Frequently Asked Questions

What is the best ClubSpark alternative for a pickleball club?
Orhuk is a strong ClubSpark alternative for US pickleball clubs: it pairs an all-in-one operator dashboard with a branded customer booking site, and includes court and open-play scheduling, memberships, tiered pricing, digital waivers, and point-of-sale without transaction-fee dependence. Free plan available; paid plans from $19.99/month with no per-court fees. CourtReserve, PlayByPoint, PodPlay, and EZFacility are also common comparisons, each with different strengths and pricing models.
Does ClubSpark work for US pickleball clubs?

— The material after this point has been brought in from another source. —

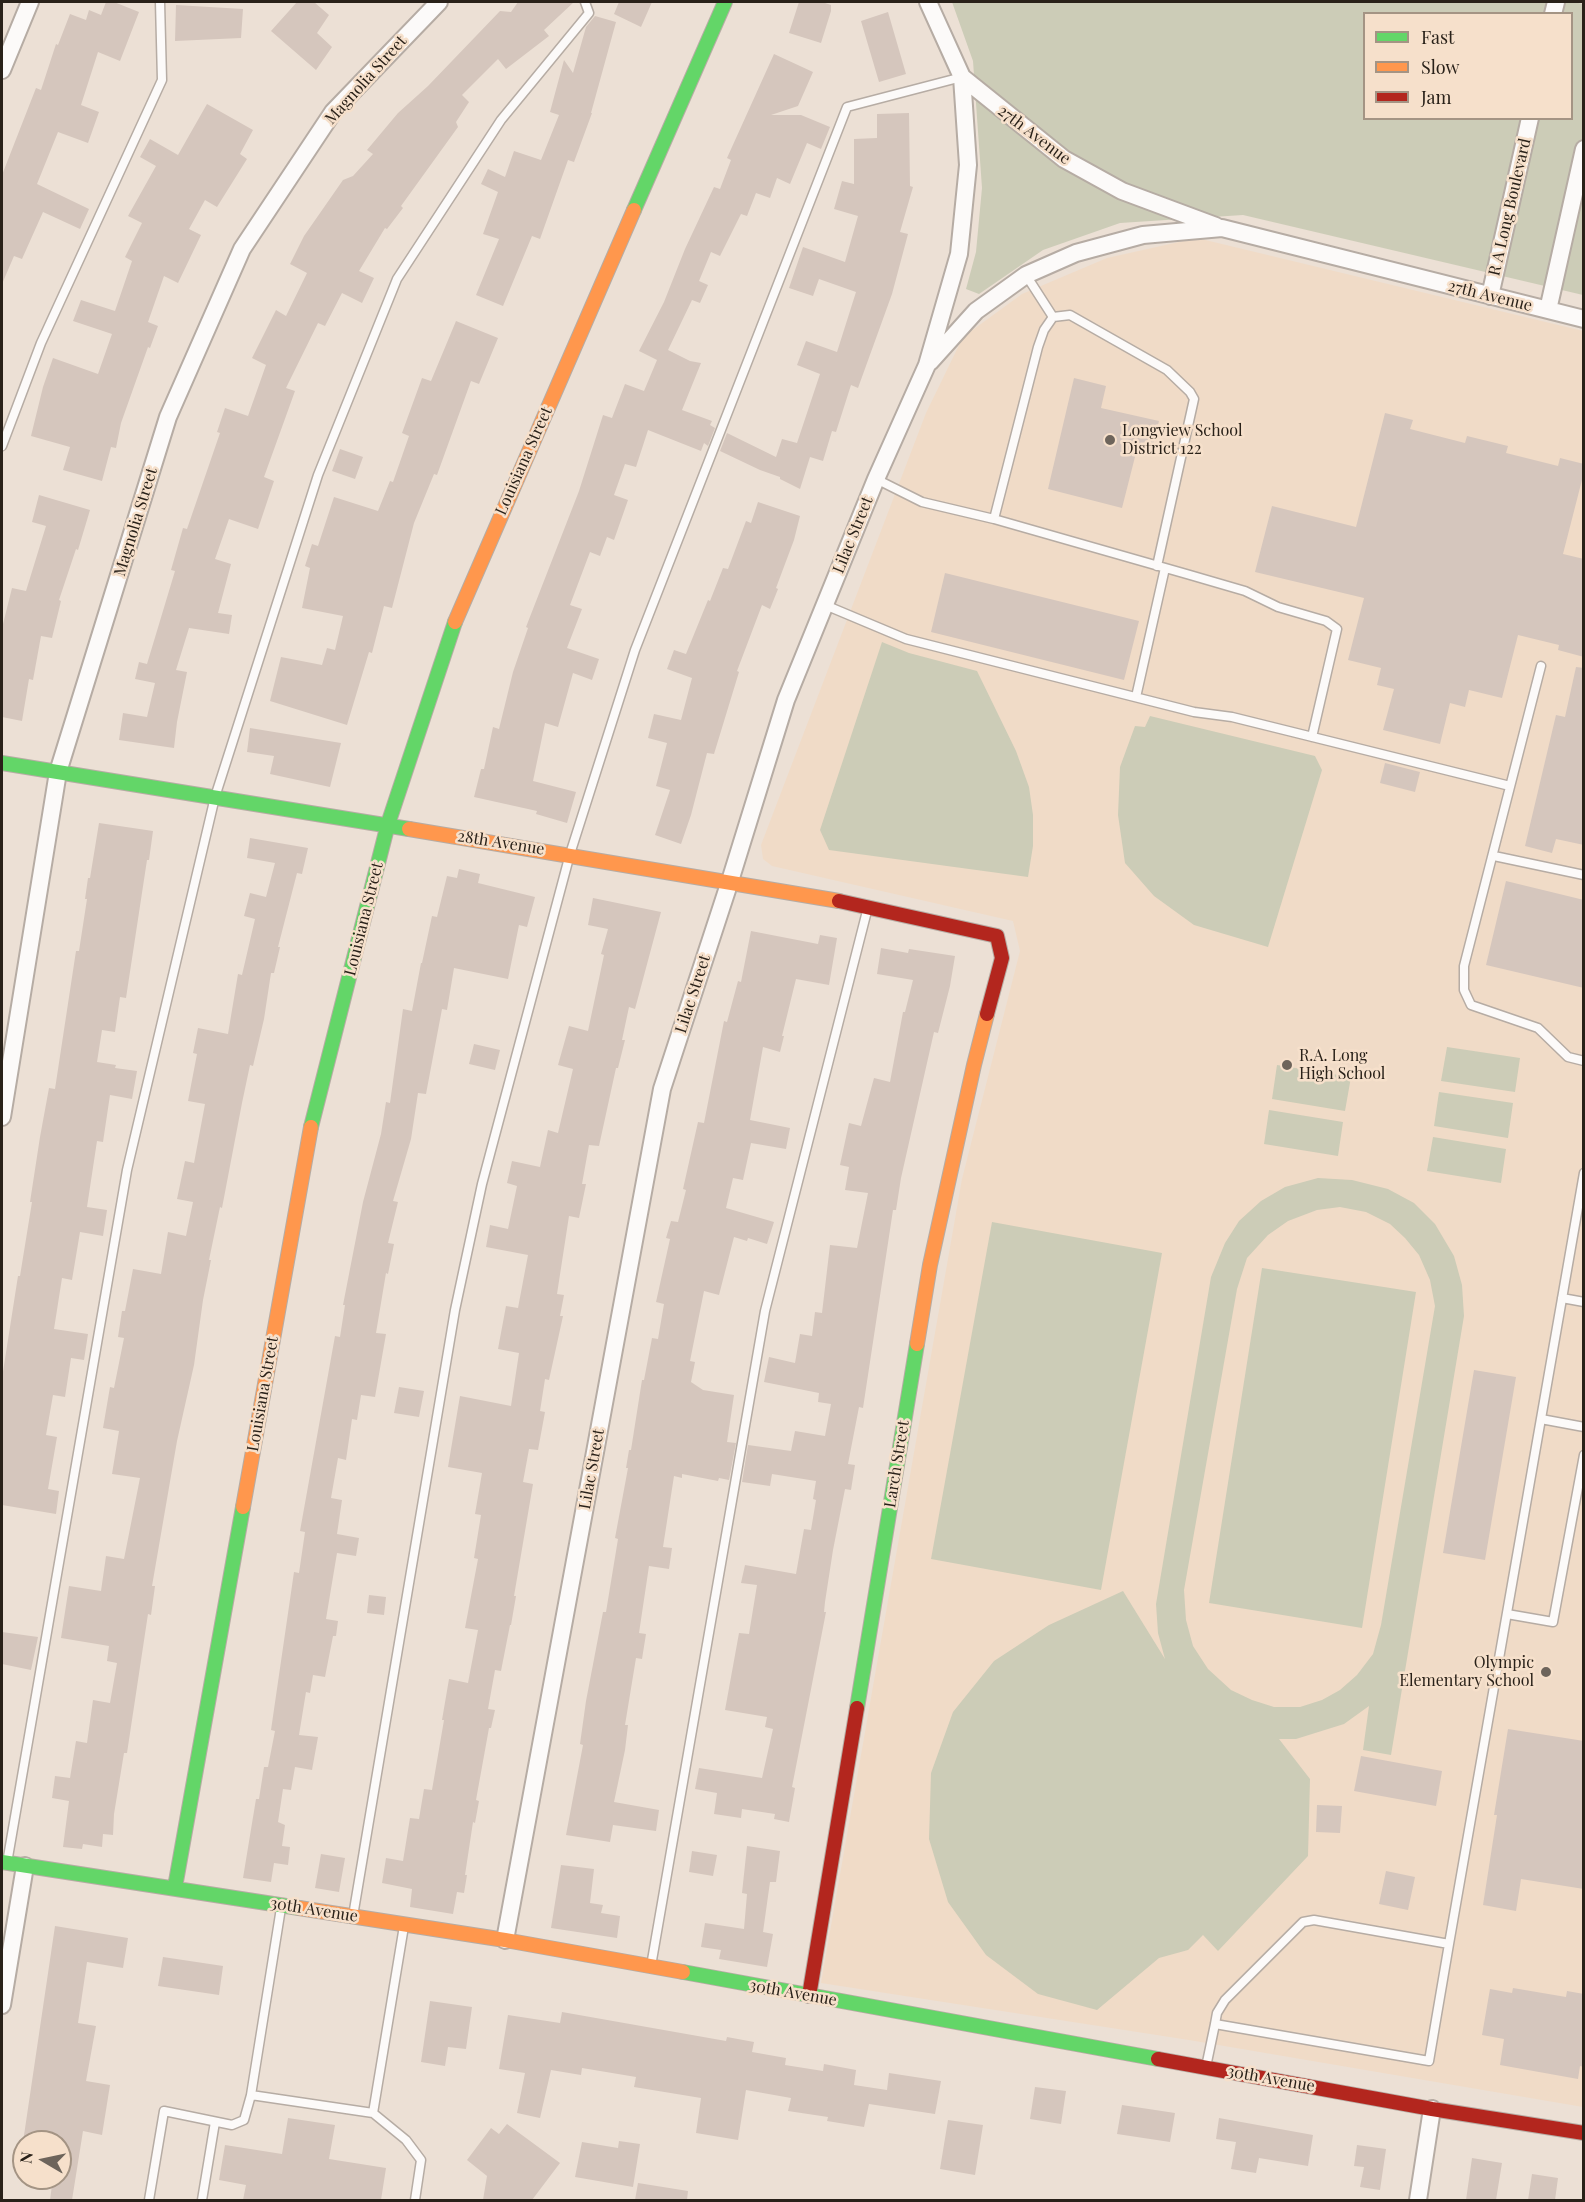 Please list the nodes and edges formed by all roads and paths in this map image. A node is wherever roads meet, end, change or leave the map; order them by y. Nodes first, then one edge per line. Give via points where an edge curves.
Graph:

ClubSpark can handle basic court reservations and club memberships, but it was built for the UK's Lawn Tennis Association model and has limited presence in US pickleball operations. US clubs often encounter product assumptions — billing structures, payment processors, support availability — that don't map to how American pickleball clubs run. Independent reviewers on Capterra report reliability issues and feature gaps. Most US operators evaluating the space find purpose-built alternatives like Orhuk or CourtReserve a better fit.

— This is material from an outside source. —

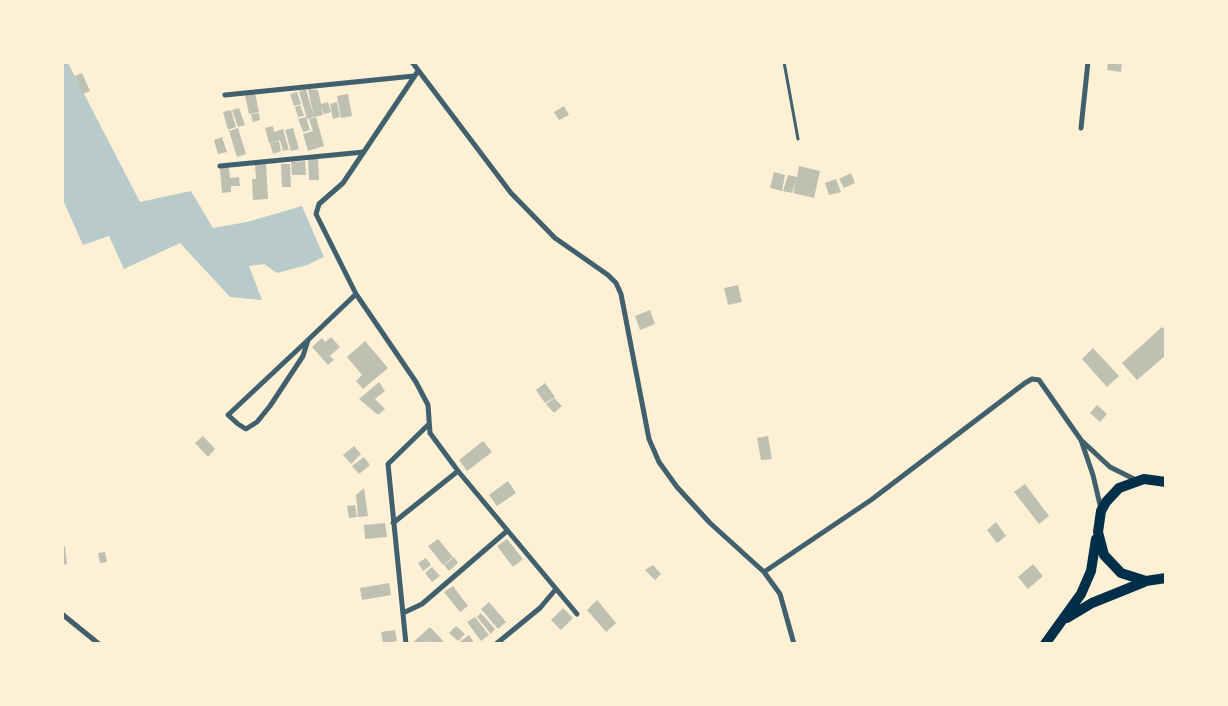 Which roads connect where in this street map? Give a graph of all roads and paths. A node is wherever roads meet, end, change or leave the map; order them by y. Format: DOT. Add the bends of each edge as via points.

Why do pickleball clubs switch away from ClubSpark?
The most common reasons US pickleball clubs move away from ClubSpark are geographic fit (UK-centric design and support), limited open-play management (pickleball's core format isn't native to a tennis platform), and reliability concerns cited by users on review sites. Transaction fees on bookings marketed as free also add cost at volume. Clubs running open play, tiered memberships, and retail typically find an all-in-one platform like Orhuk or a US-focused racquet sports platform like CourtReserve handles their operations better.